Scrape Product Data from Target.com (Title, Price, Availability) with Python + ProxiesAPI

Target product pages are a classic e-commerce scraping target:

  • price monitoring (competitive intel)
  • availability tracking (in-stock/out-of-stock)
  • catalog enrichment (titles, brand, bullets)

In this tutorial we’ll build a production-minded Target.com PDP scraper in Python that extracts:

  • product title
  • current price (including sale price when present)
  • availability / stock messaging
  • canonical URL
  • TCIN (Target Catalog Item Number) when available

We’ll also add:

  • timeouts + retries + backoff
  • defensive parsing (no single “magic selector”)
  • export to JSON and CSV
  • a network layer that is easy to route through ProxiesAPI

Target product page (we’ll scrape title, price, and availability)

Scale Target scraping reliably with ProxiesAPI

Retail sites often rate-limit, geo-fence, or vary markup. ProxiesAPI helps keep your fetch layer stable so your parser sees consistent HTML when you scale beyond a handful of pages.


Important notes (read before you scrape)

  • Terms & policies: Review Target’s terms and robots.txt. This guide is for educational use.
  • Volatility: Retail HTML changes. We’ll parse using multiple signals (meta tags + JSON-LD + visible text) rather than one brittle selector.
  • Be kind: Add delays, cache responses, and avoid hammering product pages.

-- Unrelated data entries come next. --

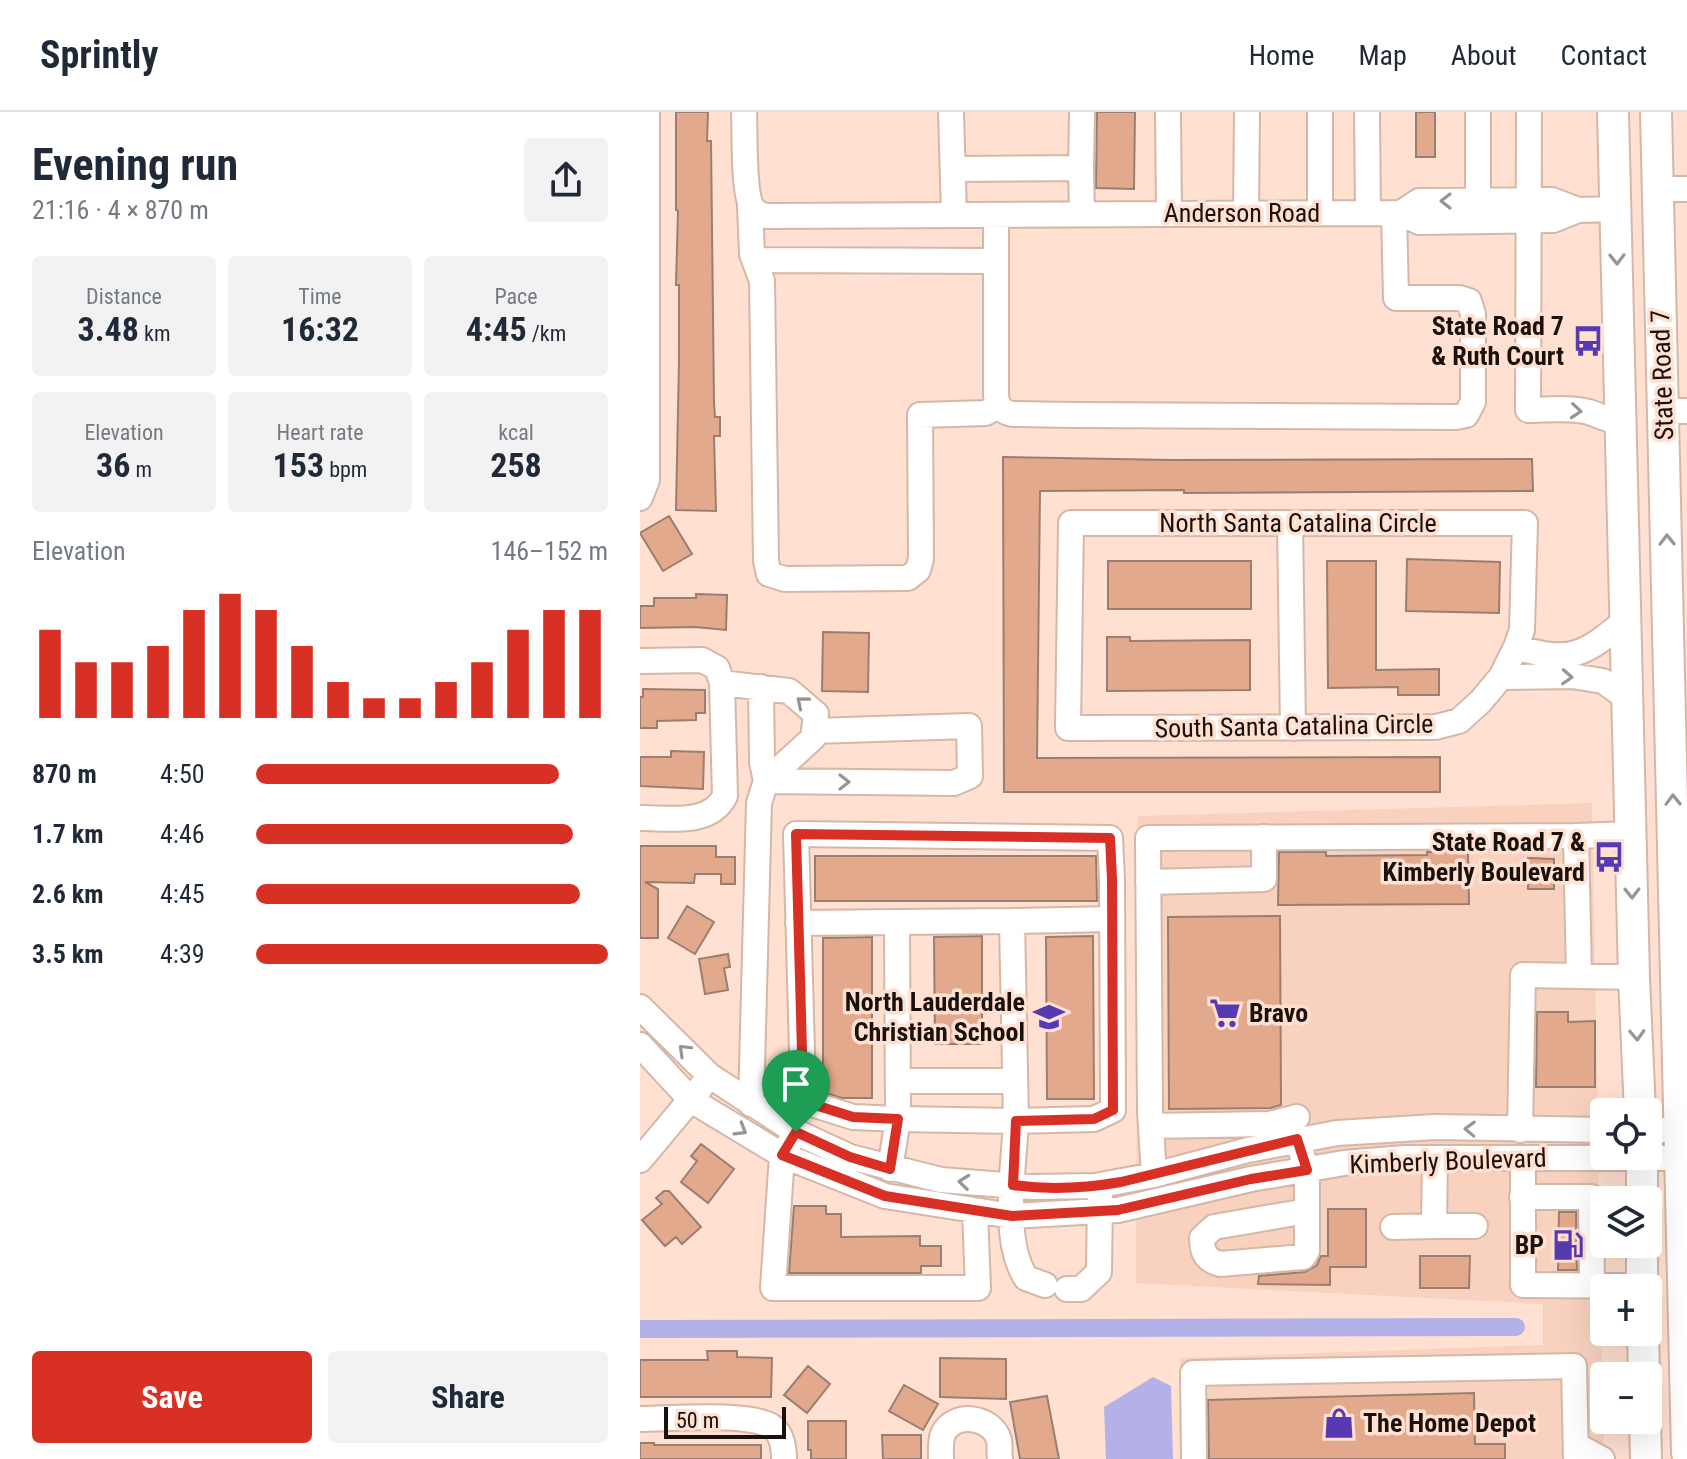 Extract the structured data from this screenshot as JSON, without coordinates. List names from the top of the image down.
{
  "streets": {
    "main road": ["State Road 7"],
    "street": [
      "Anderson Road",
      "North Santa Catalina Circle",
      "South Santa Catalina Circle",
      "Kimberly Boulevard"
    ]
  },
  "crossings": [
    ["Anderson Road", "State Road 7"],
    ["State Road 7", "Kimberly Boulevard"],
    ["North Santa Catalina Circle", "South Santa Catalina Circle"]
  ],
  "places": {
    "bus stop": ["State Road 7 & Ruth Court", "State Road 7 & Kimberly Boulevard"],
    "supermarket": ["Bravo"],
    "school or university": ["North Lauderdale Christian School"],
    "fuel station": ["BP"],
    "shop": ["The Home Depot"]
  },
  "scale_bar": "50 m",
  "page": {
    "header": "Sprintly",
    "nav": [
      "Home",
      "Map",
      "About",
      "Contact"
    ],
    "heading": ["Evening run", "21:16 · 4 × 870 m"],
    "stats": [
      ["Distance", "3.48 km"],
      ["Time", "16:32"],
      ["Pace", "4:45 /km"],
      ["Elevation", "36 m"],
      ["Heart rate", "153 bpm"],
      ["kcal", "258"]
    ],
    "chart": ["Elevation", "146–152 m"],
    "list": [
      {
        "name": "870 m",
        "note": "4:50"
      },
      {
        "name": "1.7 km",
        "note": "4:46"
      },
      {
        "name": "2.6 km",
        "note": "4:45"
      },
      {
        "name": "3.5 km",
        "note": "4:39"
      }
    ],
    "map_buttons": ["+", "−"],
    "buttons": ["Save", "Share"],
    "scale": "50 m"
  }
}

What we’re scraping (Target PDP anatomy)

A Target product detail page (PDP) typically contains:

  1. A visible title (often in an h1)
  2. Price (may show a regular price, a sale price, or range)
  3. Availability messaging (in stock, out of stock, shipping/pickup options)
  4. Structured data in the HTML:
    • link[rel=canonical]
    • JSON-LD (<script type="application/ld+json">)
    • sometimes embedded product JSON

When possible, structured data is the best first choice because it tends to be more stable.


Setup

Create a small Python project:

python3 -m venv .venv
source .venv/bin/activate
pip install requests beautifulsoup4 lxml

We’ll use:

  • requests for HTTP
  • BeautifulSoup(lxml) for robust HTML parsing

Step 1: Build a fetch layer (timeouts, retries, and optional ProxiesAPI)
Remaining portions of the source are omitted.